Pinterest’s official founding date is sometime in March 2010, when the site first went live. But five months before that came an equally important day.
According to a Pinterest spokesperson, CEO Ben Silbermann marks Thanksgiving Day as an important date in the image-sharing community’s history.
“Ben considers their founding Thanksgiving Day 2009, when his then-girlfriend, now wife, gave Pinterest its name,” she told the Daily Dot.
This year, Pinterest HQ doesn’t plan to commemorate this more informal birthday (the celebration will be held in March), but acknowledges its importance.
“Coming up with the name ‘Pinterest’ was an important milestone for the company,” a second spokesperson told the Daily Dot. “We’re humbled that millions of people now use a service that was only beginning just three years ago.”
Here are some of the reasons why we’re thankful for Pinterest this Thanksgiving:
1) It makes holiday shopping a cinch.
Don’t know what to buy your fashionista aunt Milly or trendsetting cousin Mark? No problem—just check out what they’ve pinned to their “wishlist” pinboards. When your friends and family belong to a network whose whole purpose is to archive things users love, you have no excuse for not knowing what they want this year.
Just be sure to do them the same favor and neatly organize all the stuff you’d like.

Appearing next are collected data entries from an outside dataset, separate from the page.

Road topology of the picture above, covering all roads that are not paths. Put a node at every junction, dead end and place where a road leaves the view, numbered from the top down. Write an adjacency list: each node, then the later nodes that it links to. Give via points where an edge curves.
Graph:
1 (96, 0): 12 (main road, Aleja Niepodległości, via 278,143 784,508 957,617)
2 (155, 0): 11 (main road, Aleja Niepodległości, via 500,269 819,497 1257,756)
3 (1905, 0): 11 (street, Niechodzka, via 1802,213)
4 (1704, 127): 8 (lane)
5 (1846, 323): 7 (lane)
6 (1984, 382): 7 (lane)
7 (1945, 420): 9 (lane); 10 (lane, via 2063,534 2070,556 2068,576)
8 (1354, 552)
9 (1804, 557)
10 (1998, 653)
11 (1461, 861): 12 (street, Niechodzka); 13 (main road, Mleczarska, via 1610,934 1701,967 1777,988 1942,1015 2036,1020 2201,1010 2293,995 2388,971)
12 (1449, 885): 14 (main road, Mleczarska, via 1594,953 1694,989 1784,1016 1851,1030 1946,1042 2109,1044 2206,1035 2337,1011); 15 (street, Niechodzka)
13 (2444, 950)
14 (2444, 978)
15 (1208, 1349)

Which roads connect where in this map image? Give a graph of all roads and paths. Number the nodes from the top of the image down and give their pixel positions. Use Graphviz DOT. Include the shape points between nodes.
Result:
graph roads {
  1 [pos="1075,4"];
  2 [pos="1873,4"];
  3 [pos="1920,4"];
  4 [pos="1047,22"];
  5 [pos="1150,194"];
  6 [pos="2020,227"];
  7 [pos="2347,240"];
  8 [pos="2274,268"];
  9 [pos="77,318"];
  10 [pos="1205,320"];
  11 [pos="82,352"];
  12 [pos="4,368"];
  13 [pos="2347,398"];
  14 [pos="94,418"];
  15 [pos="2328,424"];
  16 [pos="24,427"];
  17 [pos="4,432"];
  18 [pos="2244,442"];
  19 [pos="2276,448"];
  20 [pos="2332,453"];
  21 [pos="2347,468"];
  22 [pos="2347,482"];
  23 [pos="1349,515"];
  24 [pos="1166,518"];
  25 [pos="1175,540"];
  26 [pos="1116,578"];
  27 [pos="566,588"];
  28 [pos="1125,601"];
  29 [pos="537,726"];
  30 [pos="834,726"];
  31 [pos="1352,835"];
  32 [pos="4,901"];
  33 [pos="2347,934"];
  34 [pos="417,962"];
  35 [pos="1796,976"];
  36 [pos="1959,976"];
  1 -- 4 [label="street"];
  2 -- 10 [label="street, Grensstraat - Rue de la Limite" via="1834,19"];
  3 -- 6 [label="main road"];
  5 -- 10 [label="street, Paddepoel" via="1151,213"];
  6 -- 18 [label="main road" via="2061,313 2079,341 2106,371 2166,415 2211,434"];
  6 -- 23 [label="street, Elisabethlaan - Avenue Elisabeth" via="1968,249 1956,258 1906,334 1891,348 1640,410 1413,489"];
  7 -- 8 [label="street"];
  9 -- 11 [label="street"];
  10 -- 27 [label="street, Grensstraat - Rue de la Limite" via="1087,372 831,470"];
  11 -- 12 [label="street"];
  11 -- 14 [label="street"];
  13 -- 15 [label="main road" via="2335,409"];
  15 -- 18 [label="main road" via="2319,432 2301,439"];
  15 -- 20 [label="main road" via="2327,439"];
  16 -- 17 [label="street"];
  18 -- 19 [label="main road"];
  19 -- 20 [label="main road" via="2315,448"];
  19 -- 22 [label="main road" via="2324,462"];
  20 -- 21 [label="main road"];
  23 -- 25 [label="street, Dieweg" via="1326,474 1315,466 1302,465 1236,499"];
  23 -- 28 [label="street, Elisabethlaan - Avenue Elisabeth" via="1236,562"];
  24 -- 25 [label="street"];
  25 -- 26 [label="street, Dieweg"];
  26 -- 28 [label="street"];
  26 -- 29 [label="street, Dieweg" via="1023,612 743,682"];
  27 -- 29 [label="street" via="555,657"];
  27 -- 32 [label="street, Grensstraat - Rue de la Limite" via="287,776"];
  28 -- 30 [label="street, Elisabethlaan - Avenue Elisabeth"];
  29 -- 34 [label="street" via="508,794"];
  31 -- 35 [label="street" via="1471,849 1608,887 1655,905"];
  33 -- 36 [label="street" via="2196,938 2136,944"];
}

2) It protects your privacy.
While many social networks (cough Facebook cough) reveal your every move, Pinterest allows you to hush up about what you want to keep hidden. No, we’re not just talking about the new secret boards feature, which lets you pin in private.
On Pinterest, you have the option of verifying your website and identity—or not. You can show people your real name or come up with a pseudonym. You can tie your pinboards to Facebook and Twitter or stay deliciously hidden. Whether you’re an oversharer or just want a place to quietly keep photos of kittens, Pinterest works with you.
3) It’s an escape from the real world.
Bad day at work? No worries, you can take a break from everyday problems in the fantasy world of your pinboards. It’s easy to forget about your apartment falling apart while you’re pinning photos of personal bowling alleys to your “dream home” board.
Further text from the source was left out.